Cambridge Pixel delivers radar technology for Lockheed’s naval CMS 330

13 July 2018 (Last Updated July 13th, 2018 11:51)

UK-based developer Cambridge Pixel has supplied its radar acquisition and display technology to Lockheed Martin Canada.

Cambridge Pixel delivers radar technology for Lockheed’s naval CMS 330
The Royal Canadian Navy’s (RCN) Halifax-class frigate HMCS Calgary. Credit: Cambridge Pixel Ltd.

UK-based developer Cambridge Pixel has supplied its radar acquisition and display technology to Lockheed Martin Canada.

The radar technology is set to be integrated into Lockheed’s new naval Combat Management System (CMS) 330.

Cambridge Pixel’s scan converter runs in each display console and is used to convert the polar-format network video into a Plan Position Indicator (PPI) or B-Scan representation to be displayed to the operator.

"Our business is radar and we are thrilled that Lockheed Martin Canada has chosen to use our technology in its CMS 330 system."
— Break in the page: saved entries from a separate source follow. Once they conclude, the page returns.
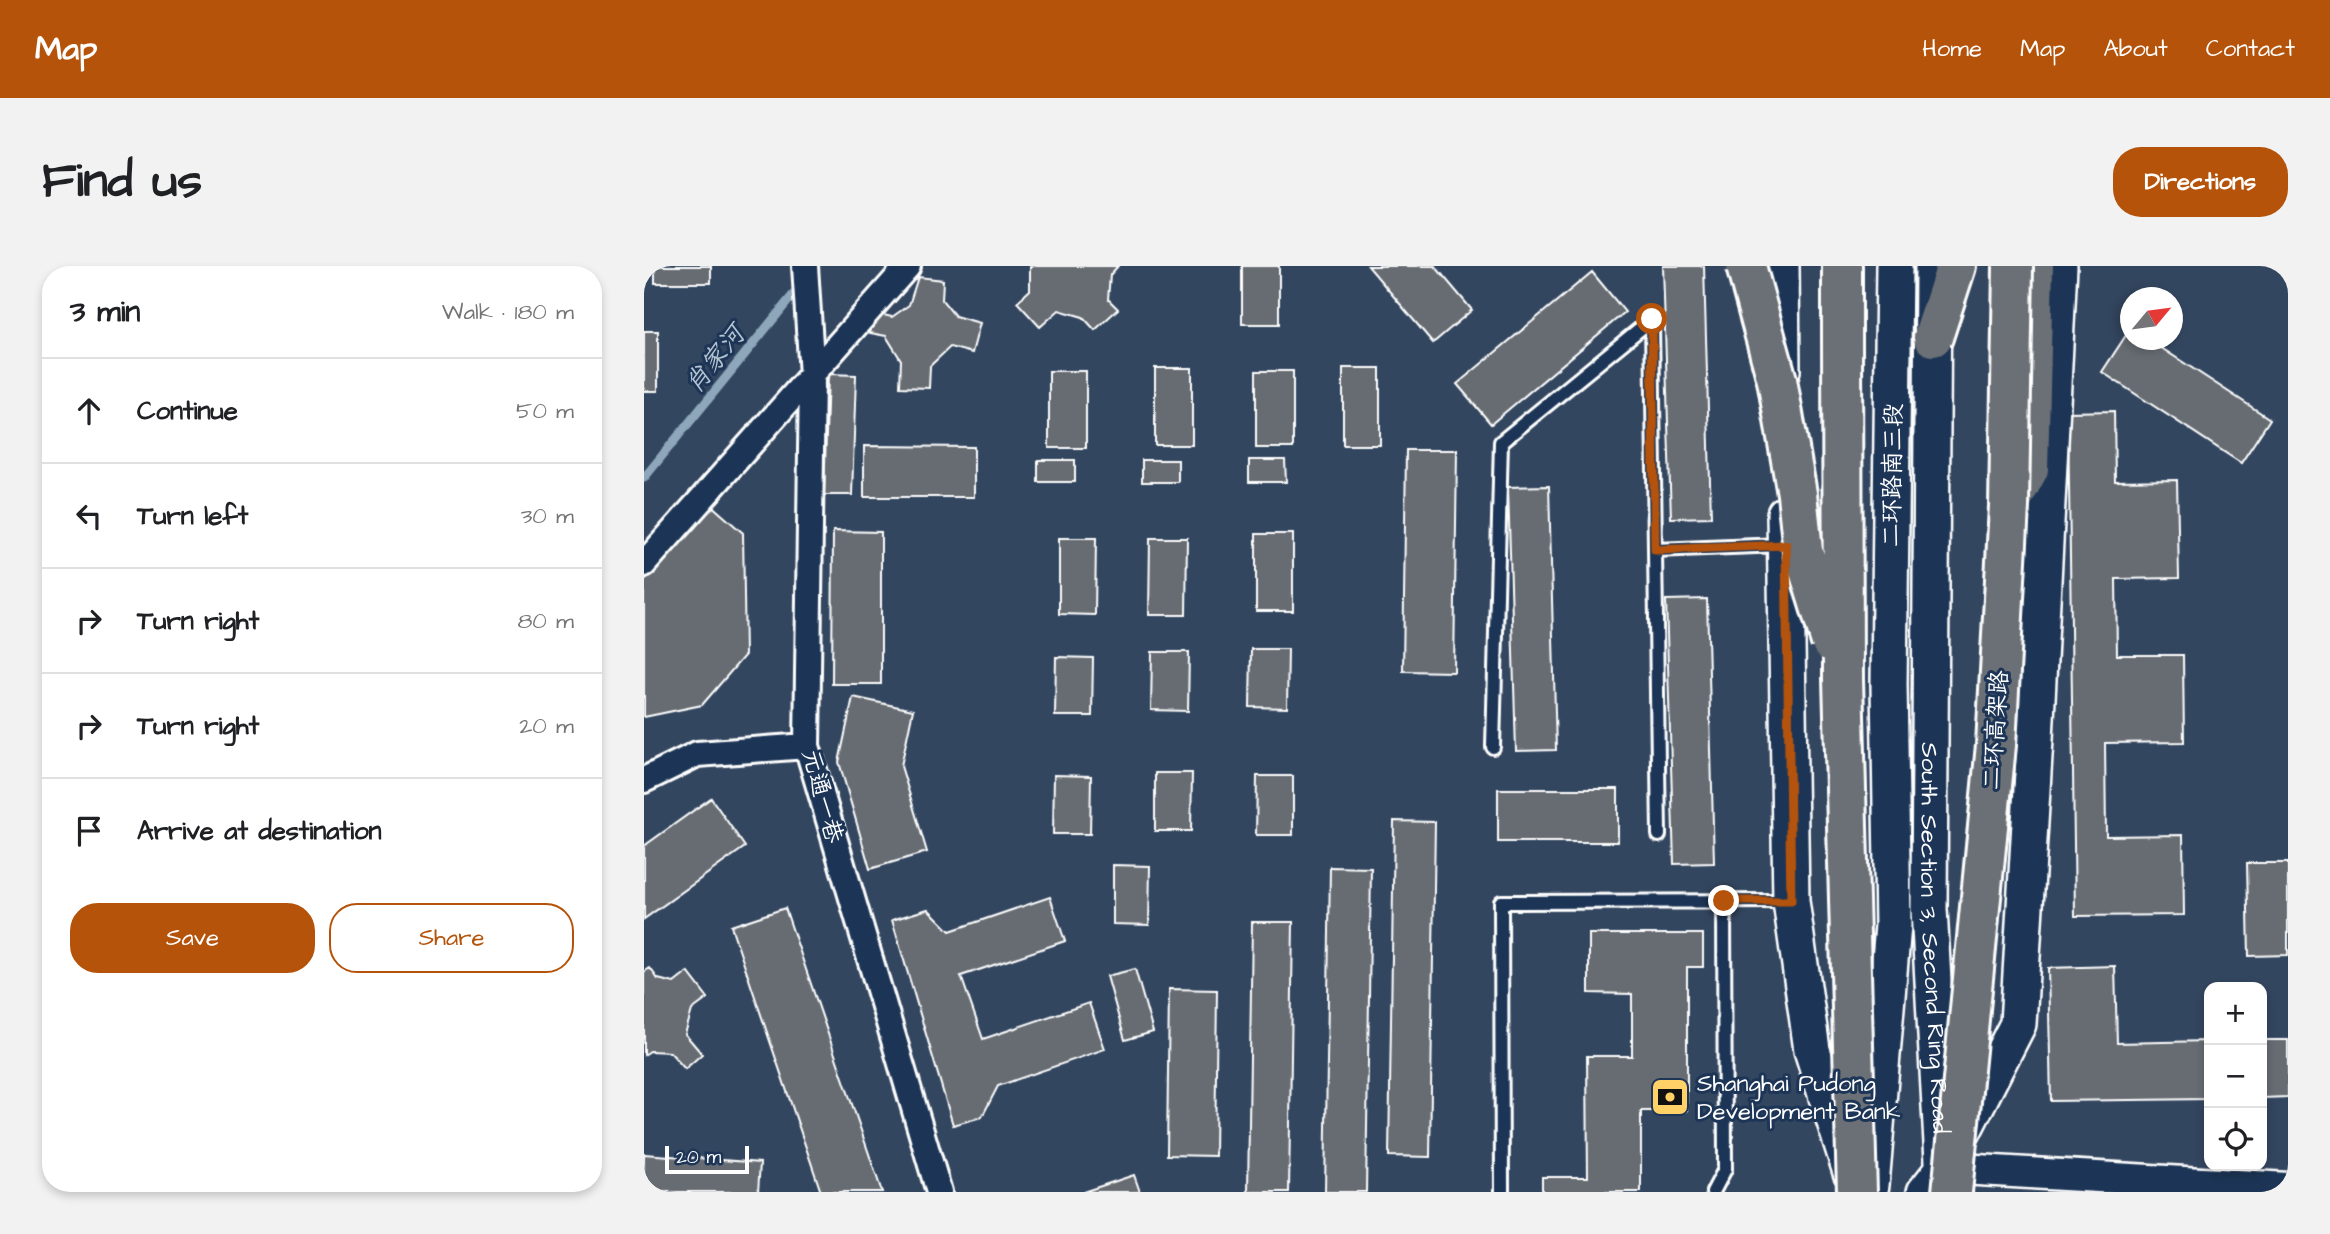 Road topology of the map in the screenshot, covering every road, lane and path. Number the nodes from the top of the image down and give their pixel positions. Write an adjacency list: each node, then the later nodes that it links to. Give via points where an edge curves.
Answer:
1 (805, 266): 13 (street, 元通一巷)
2 (908, 266): 13 (street)
3 (1746, 266): 18 (main road, bridge, via 1777,380 1803,551)
4 (1781, 266): 15 (main road)
5 (1842, 266): 18 (main road, bridge)
6 (1894, 266): 20 (main road, 二环路南三段)
7 (1933, 266): 12 (main road, 二环路南三段)
8 (1956, 266): 12 (main road)
9 (2013, 266): 14 (main road, 二环高架路, bridge)
10 (2034, 266): 14 (main road, via 2029,469)
11 (2059, 266): 27 (main road, via 2018,1024)
12 (1933, 337): 19 (main road, 二环路南三段)
13 (812, 376): 17 (street); 21 (street, 元通一巷)
14 (2009, 506): 27 (main road, 二环高架路, bridge, via 1996,745)
15 (1786, 545): 16 (lane); 26 (main road)
16 (1655, 550): 22 (lane, via 1652,319 1501,442); 24 (lane)
17 (644, 564)
18 (1843, 679): 32 (main road, bridge)
19 (1930, 683): 27 (main road, South Section 3, Second Ring Road, via 1929,909)
20 (1889, 684): 33 (main road, South Section 3, Second Ring Road, via 1893,925)
21 (807, 746): 23 (street, via 697,754); 29 (street, 元通一巷)
22 (1493, 747)
23 (644, 780)
24 (1659, 835)
25 (1724, 901): 26 (lane); 30 (lane, via 1501,902); 31 (lane, via 1725,1169)
26 (1791, 901): 32 (main road, via 1812,1050)
27 (1941, 1186): 28 (street); 34 (main road)
28 (2288, 1188)
29 (939, 1192)
30 (1502, 1192)
31 (1713, 1192)
32 (1857, 1192)
33 (1870, 1192)
34 (1912, 1192)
However, the generated radar image needs to be scaled and adjusted in order to match the view requested by the user.

The radar image can then be combined in a multi-layer format with map graphics, including nautical charts, as well as overlay symbols such as track positions before being provided to the operator.

Lockheed Martin’s combat management solution has full control over the presentation of the radar imagery, including its colour, brightness, fading, trails and scan correlation.

Cambridge Pixel chief executive officer David Johnson said: “Our business is radar and we are thrilled that Lockheed Martin Canada has chosen to use our technology in its CMS 330 system, which is now deployed on four different classes of ship across three different navies.”

CMS 330 is claimed to be one of the most modern naval combat management systems and has been equipped with the latest technologies and interfaces.

The solution is capable of performing multiple operations and works by integrating signals from different radars, sensors and weapon systems.

The combination of inputs helps to develop a complete picture of the vessel’s surrounding environment, thereby providing sailors with the situational awareness and intelligence required to react quickly.

The system is currently used by the Royal Canadian Navy (RCN) on-board its modernised Halifax-class fleet.